» Task prompt
Output the listing word for word, minus images.

» Supplied data
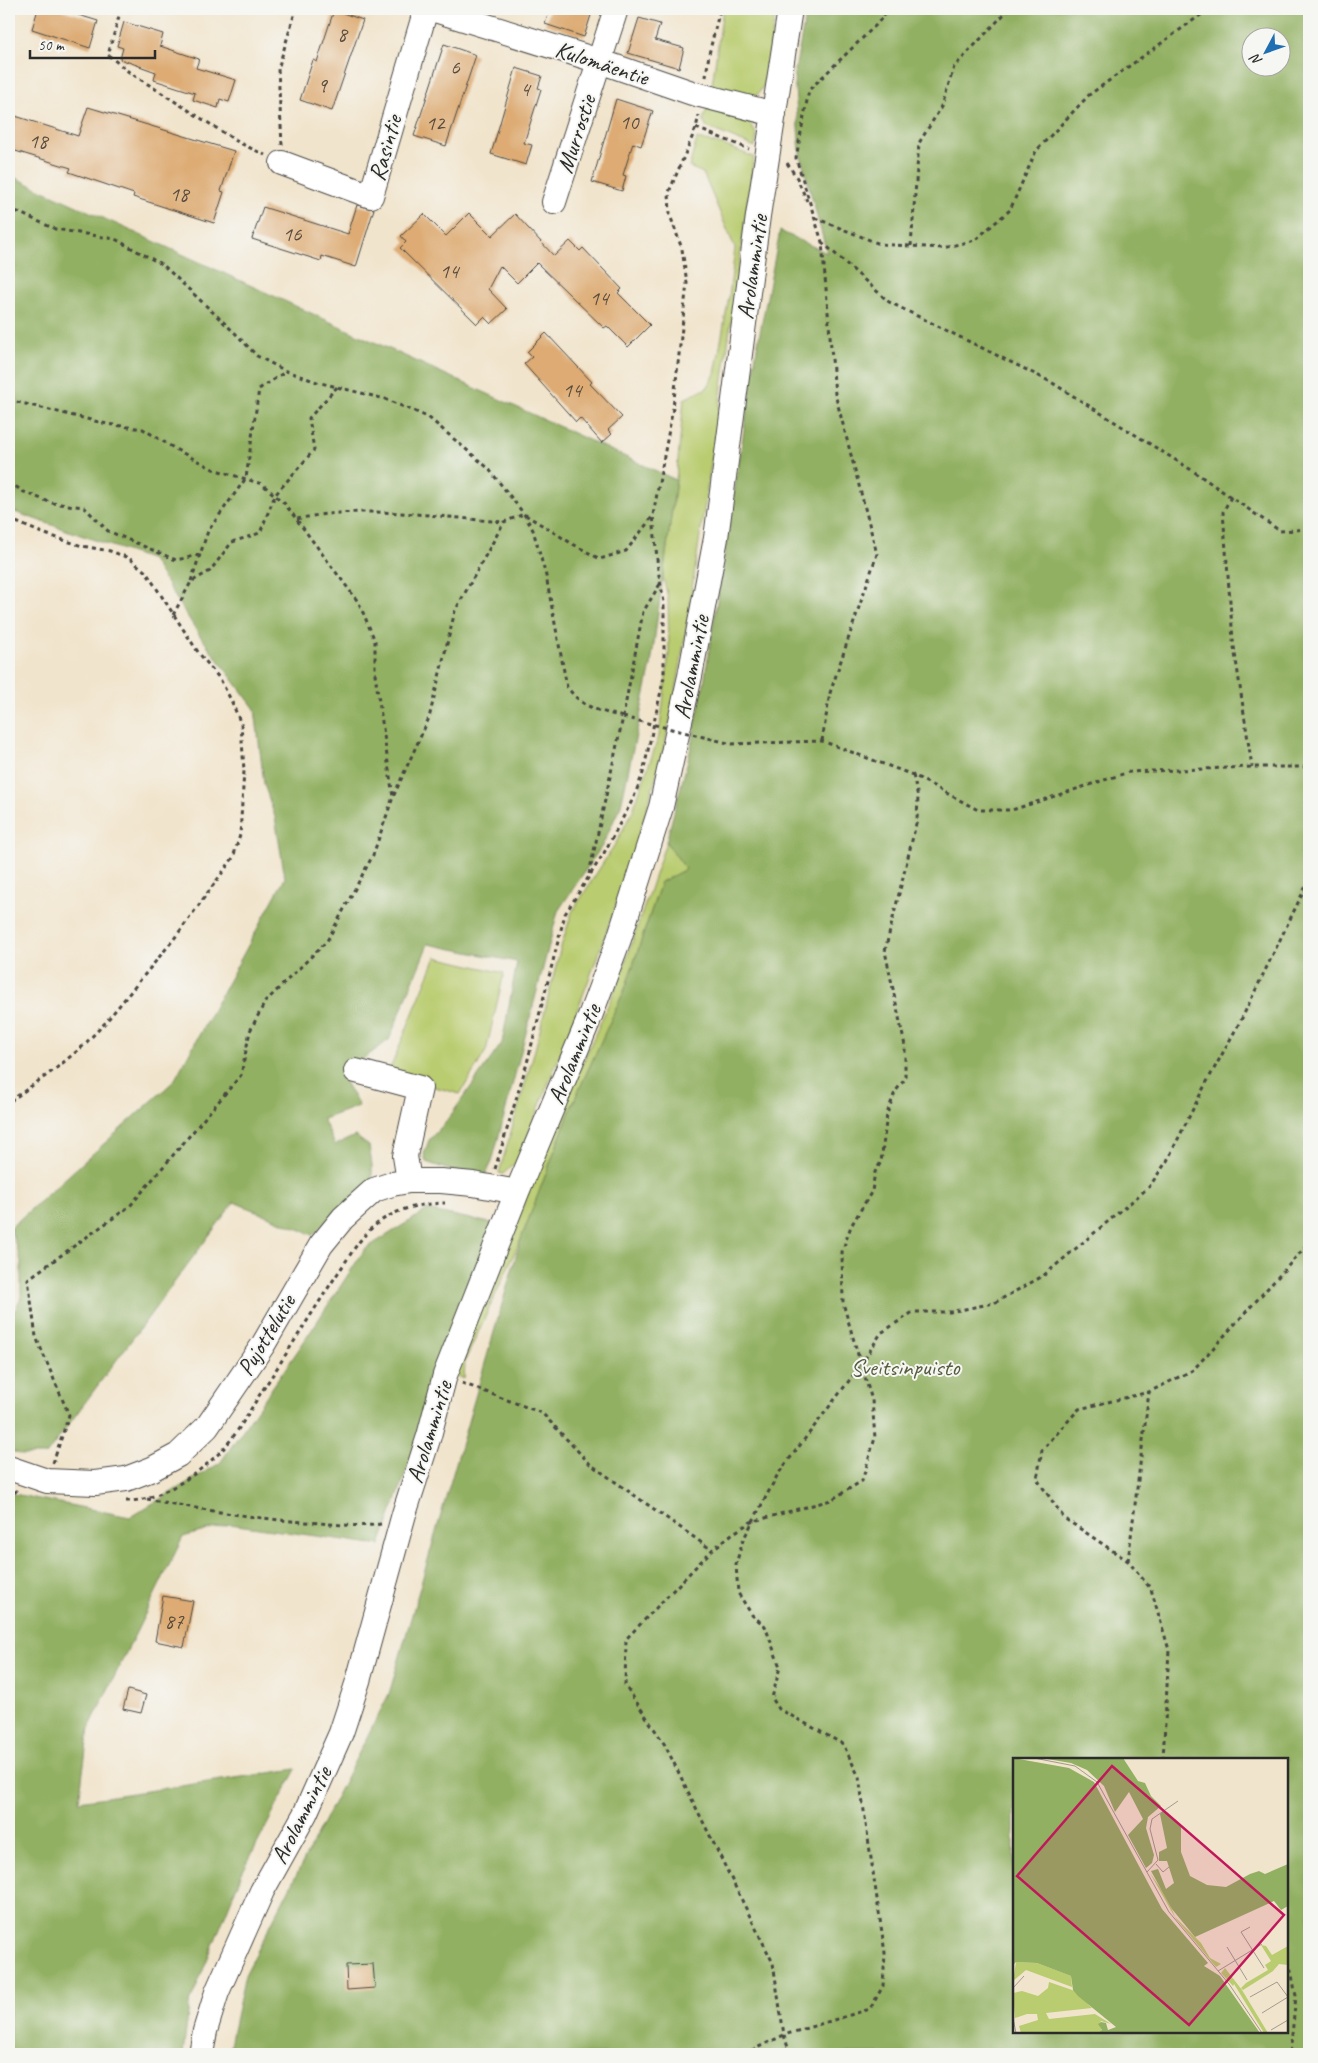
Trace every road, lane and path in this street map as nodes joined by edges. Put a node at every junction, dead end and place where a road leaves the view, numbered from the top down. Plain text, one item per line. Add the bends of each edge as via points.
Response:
1 (121, 9) edge
2 (296, 9) edge
3 (426, 9) edge
4 (432, 9) edge
5 (616, 9) edge
6 (720, 9) edge
7 (790, 9) edge
8 (889, 9) edge
9 (1009, 9) edge
10 (1209, 9) edge
11 (599, 60) junction
12 (703, 96) junction
13 (774, 114) junction
14 (696, 128) junction
15 (769, 153) junction
16 (282, 163) junction
17 (554, 202) dead end
18 (9, 208) edge
19 (814, 218) junction
20 (822, 242) junction
21 (910, 246) junction
22 (286, 371) junction
23 (337, 387) junction
24 (9, 400) edge
25 (246, 478) junction
26 (9, 482) edge
27 (276, 495) junction
28 (1230, 497) junction
29 (524, 514) junction
30 (653, 515) junction
31 (9, 519) edge
32 (297, 519) junction
33 (504, 522) junction
34 (1309, 529) edge
35 (199, 554) junction
36 (191, 582) junction
37 (660, 583) junction
38 (173, 615) junction
39 (623, 717) junction
40 (822, 741) junction
41 (1252, 767) junction
42 (1309, 768) edge
43 (913, 775) junction
44 (393, 797) junction
45 (588, 879) junction
46 (1309, 880) edge
47 (356, 1071) dead end
48 (9, 1098) edge
49 (13, 1099) junction
50 (9, 1102) edge
51 (409, 1181) junction
52 (489, 1187) junction
53 (517, 1192) junction
54 (1309, 1243) edge
55 (861, 1365) junction
56 (445, 1375) junction
57 (1148, 1392) junction
58 (9, 1468) edge
59 (47, 1481) junction
60 (146, 1499) dead end
61 (404, 1514) junction
62 (751, 1522) junction
63 (712, 1550) junction
64 (1128, 1561) junction
65 (1163, 1758) edge
66 (1288, 1963) edge
67 (784, 2035) junction
68 (201, 2054) edge
69 (744, 2054) edge
70 (790, 2054) edge
71 (1291, 2054) edge

1 - 16 path via 108,55 238,142
2 - 16 path via 278,69
3 - 16 street, Rasintie via 371,196
4 - 11 street, Kulomäentie
5 - 11 street, Murrostie
6 - 12 path
7 - 13 street, Arolammintie
8 - 19 path via 809,90 796,158
9 - 21 path via 954,66 942,106 919,144
10 - 21 path via 1089,94 1036,150 1010,210 975,240 943,248
11 - 12 street, Kulomäentie
11 - 17 street, Murrostie
12 - 13 street, Kulomäentie
12 - 14 path
13 - 15 street, Arolammintie
14 - 15 path via 752,150
14 - 30 path via 669,192 670,215 682,249 687,283 673,408
15 - 19 path via 785,160 797,178
15 - 53 street, Arolammintie via 716,538 661,807 619,938 587,1024
18 - 22 path via 55,229 115,239 163,265 256,356
19 - 20 path
19 - 21 path via 880,244
20 - 28 path via 889,302 1051,382
20 - 40 path via 835,394 877,554 830,693
22 - 23 path
22 - 25 path via 259,389
23 - 27 path via 309,418 314,450
23 - 29 path via 385,399 428,416 488,468
24 - 25 path via 107,424 143,429 213,469
25 - 27 path via 262,484
25 - 35 path via 208,531
26 - 35 path via 52,503 84,507 108,531 176,560
27 - 32 path
27 - 36 path via 260,533 232,542 210,571
28 - 34 path via 1280,531
28 - 41 path via 1223,512 1229,591
29 - 30 path via 600,559 626,551
29 - 33 path
29 - 39 path via 533,530 546,576 566,687 588,707
30 - 37 path
31 - 38 path via 82,546 129,558 146,572
32 - 33 path via 321,514 374,512
32 - 44 path via 359,603 376,641 375,674
33 - 44 path via 455,611 429,718
35 - 36 path
36 - 38 path
37 - 39 path via 643,612
37 - 45 path via 664,602 664,677 643,773 622,823
38 - 49 path via 220,679 241,724 244,787 238,843 233,858 174,939 105,1023 82,1047
39 - 40 path, bridge via 732,744
39 - 45 path
40 - 43 path
41 - 42 path
41 - 43 path via 1129,772 1012,810 978,810
43 - 55 path via 918,797 917,820 885,951 905,1046 905,1079 895,1092 887,1114 881,1162 875,1172 872,1191 851,1226 842,1252 843,1303
44 - 59 path via 373,855 327,941 265,1002 250,1031 240,1075 130,1206 28,1279 36,1337 69,1415
45 - 52 path via 565,914 527,1063
46 - 55 path via 1242,1018 1167,1161 1148,1187 1043,1276 994,1303 950,1312 913,1312 881,1333
47 - 51 street via 420,1088 405,1156
48 - 49 path
49 - 50 path
51 - 52 street, Pujottelutie
51 - 59 street, Pujottelutie via 374,1190 343,1218 305,1269 262,1345 219,1411 194,1441 152,1469 126,1479 95,1483
52 - 53 street, Pujottelutie
53 - 56 street, Arolammintie
54 - 57 path via 1193,1370
55 - 62 path via 778,1474
55 - 62 path via 872,1400 875,1438 862,1481 831,1500
56 - 61 street, Arolammintie
56 - 63 path via 542,1413 590,1464
57 - 64 path
57 - 64 path via 1079,1409 1042,1450 1037,1479 1064,1518
58 - 59 street, Pujottelutie
60 - 61 path via 239,1516 344,1525 380,1524
61 - 68 street, Arolammintie via 358,1681 340,1733 305,1814 262,1891 217,1992
62 - 63 path
62 - 67 path via 736,1564 738,1592 752,1614 765,1626 780,1667 772,1698 779,1709 843,1744 859,1777 885,1953 883,1986 870,2009
63 - 67 path via 626,1638 625,1685 665,1745 773,1963
64 - 65 path via 1151,1589 1169,1650
66 - 71 path via 1296,1996
67 - 69 path
67 - 70 path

» Exercise response
Trace every road, lane and path in this street map as nodes joined by edges. Put a node at every junction, dead end and place where a road leaves the view, numbered from the top down. Plain text, one item per line. Add the bends of each edge as via points.
Response:
1 (121, 9) edge
2 (296, 9) edge
3 (426, 9) edge
4 (432, 9) edge
5 (616, 9) edge
6 (720, 9) edge
7 (790, 9) edge
8 (889, 9) edge
9 (1009, 9) edge
10 (1209, 9) edge
11 (599, 60) junction
12 (703, 96) junction
13 (774, 114) junction
14 (696, 128) junction
15 (769, 153) junction
16 (282, 163) junction
17 (554, 202) dead end
18 (9, 208) edge
19 (814, 218) junction
20 (822, 242) junction
21 (910, 246) junction
22 (286, 371) junction
23 (337, 387) junction
24 (9, 400) edge
25 (246, 478) junction
26 (9, 482) edge
27 (276, 495) junction
28 (1230, 497) junction
29 (524, 514) junction
30 (653, 515) junction
31 (9, 519) edge
32 (297, 519) junction
33 (504, 522) junction
34 (1309, 529) edge
35 (199, 554) junction
36 (191, 582) junction
37 (660, 583) junction
38 (173, 615) junction
39 (623, 717) junction
40 (822, 741) junction
41 (1252, 767) junction
42 (1309, 768) edge
43 (913, 775) junction
44 (393, 797) junction
45 (588, 879) junction
46 (1309, 880) edge
47 (356, 1071) dead end
48 (9, 1098) edge
49 (13, 1099) junction
50 (9, 1102) edge
51 (409, 1181) junction
52 (489, 1187) junction
53 (517, 1192) junction
54 (1309, 1243) edge
55 (861, 1365) junction
56 (445, 1375) junction
57 (1148, 1392) junction
58 (9, 1468) edge
59 (47, 1481) junction
60 (146, 1499) dead end
61 (404, 1514) junction
62 (751, 1522) junction
63 (712, 1550) junction
64 (1128, 1561) junction
65 (1163, 1758) edge
66 (1288, 1963) edge
67 (784, 2035) junction
68 (201, 2054) edge
69 (744, 2054) edge
70 (790, 2054) edge
71 (1291, 2054) edge

1 - 16 path via 108,55 238,142
2 - 16 path via 278,69
3 - 16 street, Rasintie via 371,196
4 - 11 street, Kulomäentie
5 - 11 street, Murrostie
6 - 12 path
7 - 13 street, Arolammintie
8 - 19 path via 809,90 796,158
9 - 21 path via 954,66 942,106 919,144
10 - 21 path via 1089,94 1036,150 1010,210 975,240 943,248
11 - 12 street, Kulomäentie
11 - 17 street, Murrostie
12 - 13 street, Kulomäentie
12 - 14 path
13 - 15 street, Arolammintie
14 - 15 path via 752,150
14 - 30 path via 669,192 670,215 682,249 687,283 673,408
15 - 19 path via 785,160 797,178
15 - 53 street, Arolammintie via 716,538 661,807 619,938 587,1024
18 - 22 path via 55,229 115,239 163,265 256,356
19 - 20 path
19 - 21 path via 880,244
20 - 28 path via 889,302 1051,382
20 - 40 path via 835,394 877,554 830,693
22 - 23 path
22 - 25 path via 259,389
23 - 27 path via 309,418 314,450
23 - 29 path via 385,399 428,416 488,468
24 - 25 path via 107,424 143,429 213,469
25 - 27 path via 262,484
25 - 35 path via 208,531
26 - 35 path via 52,503 84,507 108,531 176,560
27 - 32 path
27 - 36 path via 260,533 232,542 210,571
28 - 34 path via 1280,531
28 - 41 path via 1223,512 1229,591
29 - 30 path via 600,559 626,551
29 - 33 path
29 - 39 path via 533,530 546,576 566,687 588,707
30 - 37 path
31 - 38 path via 82,546 129,558 146,572
32 - 33 path via 321,514 374,512
32 - 44 path via 359,603 376,641 375,674
33 - 44 path via 455,611 429,718
35 - 36 path
36 - 38 path
37 - 39 path via 643,612
37 - 45 path via 664,602 664,677 643,773 622,823
38 - 49 path via 220,679 241,724 244,787 238,843 233,858 174,939 105,1023 82,1047
39 - 40 path, bridge via 732,744
39 - 45 path
40 - 43 path
41 - 42 path
41 - 43 path via 1129,772 1012,810 978,810
43 - 55 path via 918,797 917,820 885,951 905,1046 905,1079 895,1092 887,1114 881,1162 875,1172 872,1191 851,1226 842,1252 843,1303
44 - 59 path via 373,855 327,941 265,1002 250,1031 240,1075 130,1206 28,1279 36,1337 69,1415
45 - 52 path via 565,914 527,1063
46 - 55 path via 1242,1018 1167,1161 1148,1187 1043,1276 994,1303 950,1312 913,1312 881,1333
47 - 51 street via 420,1088 405,1156
48 - 49 path
49 - 50 path
51 - 52 street, Pujottelutie
51 - 59 street, Pujottelutie via 374,1190 343,1218 305,1269 262,1345 219,1411 194,1441 152,1469 126,1479 95,1483
52 - 53 street, Pujottelutie
53 - 56 street, Arolammintie
54 - 57 path via 1193,1370
55 - 62 path via 778,1474
55 - 62 path via 872,1400 875,1438 862,1481 831,1500
56 - 61 street, Arolammintie
56 - 63 path via 542,1413 590,1464
57 - 64 path
57 - 64 path via 1079,1409 1042,1450 1037,1479 1064,1518
58 - 59 street, Pujottelutie
60 - 61 path via 239,1516 344,1525 380,1524
61 - 68 street, Arolammintie via 358,1681 340,1733 305,1814 262,1891 217,1992
62 - 63 path
62 - 67 path via 736,1564 738,1592 752,1614 765,1626 780,1667 772,1698 779,1709 843,1744 859,1777 885,1953 883,1986 870,2009
63 - 67 path via 626,1638 625,1685 665,1745 773,1963
64 - 65 path via 1151,1589 1169,1650
66 - 71 path via 1296,1996
67 - 69 path
67 - 70 path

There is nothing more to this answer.